-- Your task --
All entries below must be output word for word, and the pictures left behind.

Saved data entries
---
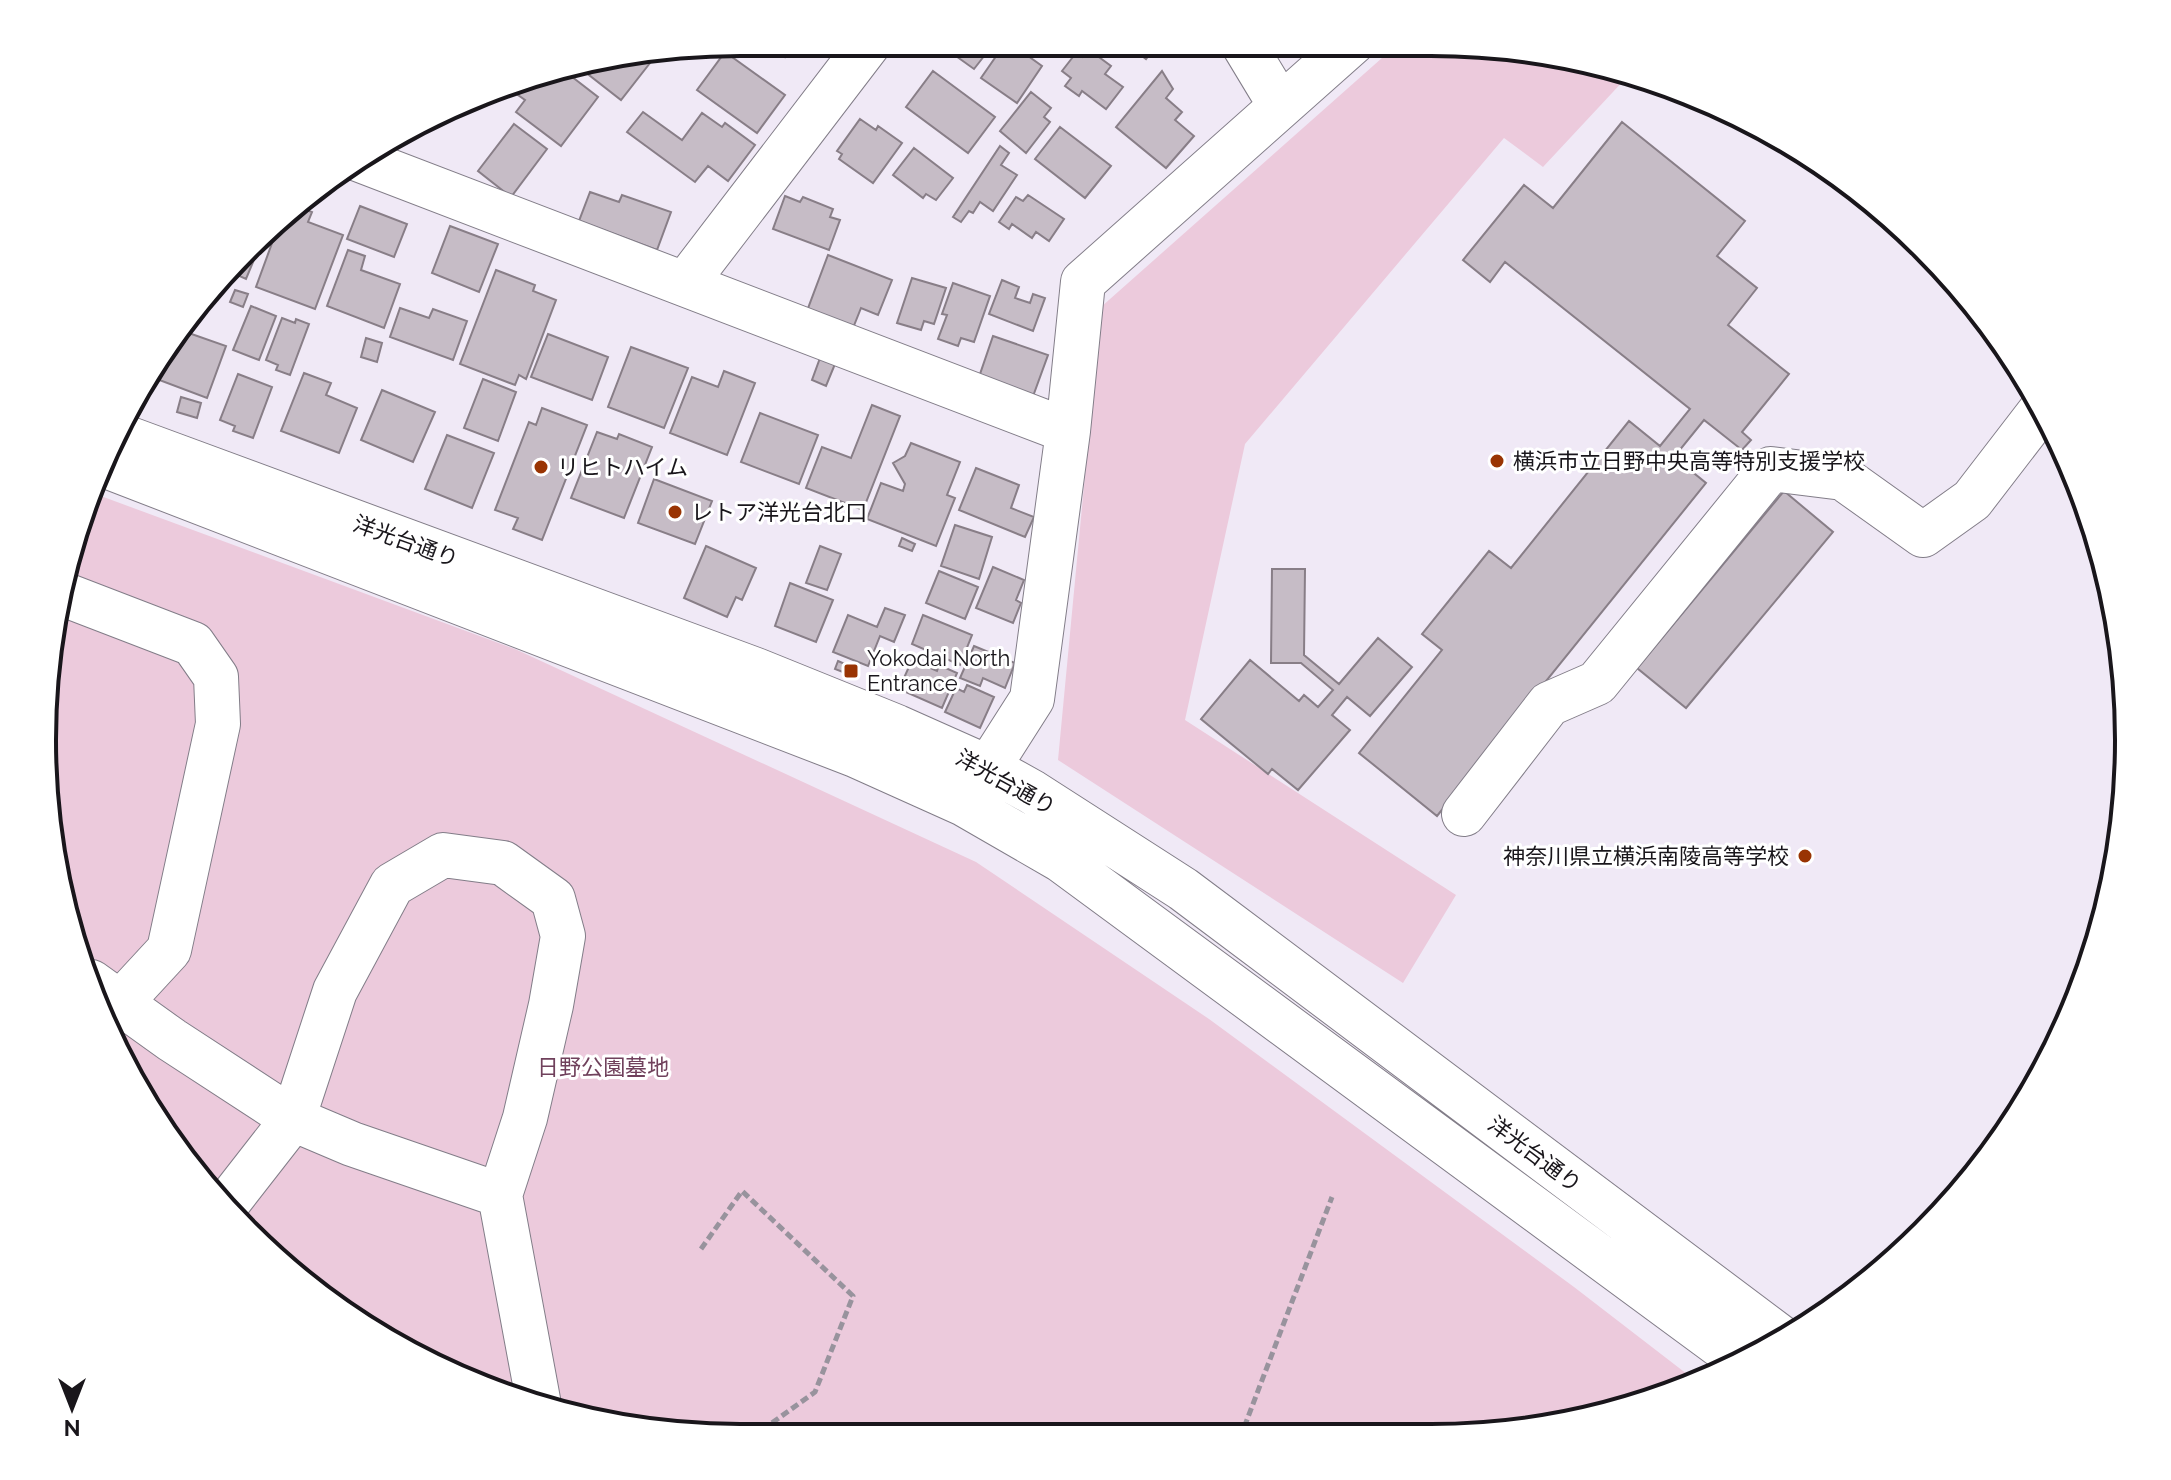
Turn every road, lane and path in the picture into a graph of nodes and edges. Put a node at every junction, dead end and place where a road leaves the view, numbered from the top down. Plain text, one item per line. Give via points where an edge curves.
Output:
1 (859, 56) edge
2 (1250, 56) edge
3 (1337, 56) edge
4 (1280, 105) junction
5 (381, 158) edge
6 (685, 284) junction
7 (2034, 419) edge
8 (1068, 431) junction
9 (127, 438) edge
10 (112, 468) edge
11 (71, 597) edge
12 (989, 768) junction
13 (964, 804) junction
14 (1464, 814) dead end
15 (106, 992) edge
16 (293, 1119) junction
17 (500, 1195) junction
18 (232, 1197) edge
19 (1332, 1197) dead end
20 (701, 1249) dead end
21 (1773, 1332) edge
22 (1732, 1354) edge
23 (537, 1393) edge
24 (770, 1424) edge
25 (1245, 1424) edge

1 - 6 street
2 - 4 street
3 - 4 street
4 - 8 street via 1083,282
5 - 6 street
6 - 8 street
7 - 14 street via 1972,500 1923,535 1843,478 1771,469 1597,683 1549,704
8 - 12 street via 1032,699
9 - 12 street, 洋光台通り via 756,670
10 - 13 street, 洋光台通り via 855,755
11 - 15 street via 193,644 216,677 218,724 169,950
12 - 13 street
12 - 21 street, 洋光台通り via 1183,889
13 - 22 street, 洋光台通り via 1061,860
15 - 16 street
16 - 17 street
16 - 17 street via 335,991 392,885 443,855 503,863 553,899 563,936 525,1118
16 - 18 street
17 - 23 street
19 - 25 path
20 - 24 path via 742,1191 853,1296 815,1392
---
-- Solution to the exercise --
Turn every road, lane and path in the picture into a graph of nodes and edges. Put a node at every junction, dead end and place where a road leaves the view, numbered from the top down. Plain text, one item per line. Give via points where an edge curves.
Output:
1 (859, 56) edge
2 (1250, 56) edge
3 (1337, 56) edge
4 (1280, 105) junction
5 (381, 158) edge
6 (685, 284) junction
7 (2034, 419) edge
8 (1068, 431) junction
9 (127, 438) edge
10 (112, 468) edge
11 (71, 597) edge
12 (989, 768) junction
13 (964, 804) junction
14 (1464, 814) dead end
15 (106, 992) edge
16 (293, 1119) junction
17 (500, 1195) junction
18 (232, 1197) edge
19 (1332, 1197) dead end
20 (701, 1249) dead end
21 (1773, 1332) edge
22 (1732, 1354) edge
23 (537, 1393) edge
24 (770, 1424) edge
25 (1245, 1424) edge

1 - 6 street
2 - 4 street
3 - 4 street
4 - 8 street via 1083,282
5 - 6 street
6 - 8 street
7 - 14 street via 1972,500 1923,535 1843,478 1771,469 1597,683 1549,704
8 - 12 street via 1032,699
9 - 12 street, 洋光台通り via 756,670
10 - 13 street, 洋光台通り via 855,755
11 - 15 street via 193,644 216,677 218,724 169,950
12 - 13 street
12 - 21 street, 洋光台通り via 1183,889
13 - 22 street, 洋光台通り via 1061,860
15 - 16 street
16 - 17 street
16 - 17 street via 335,991 392,885 443,855 503,863 553,899 563,936 525,1118
16 - 18 street
17 - 23 street
19 - 25 path
20 - 24 path via 742,1191 853,1296 815,1392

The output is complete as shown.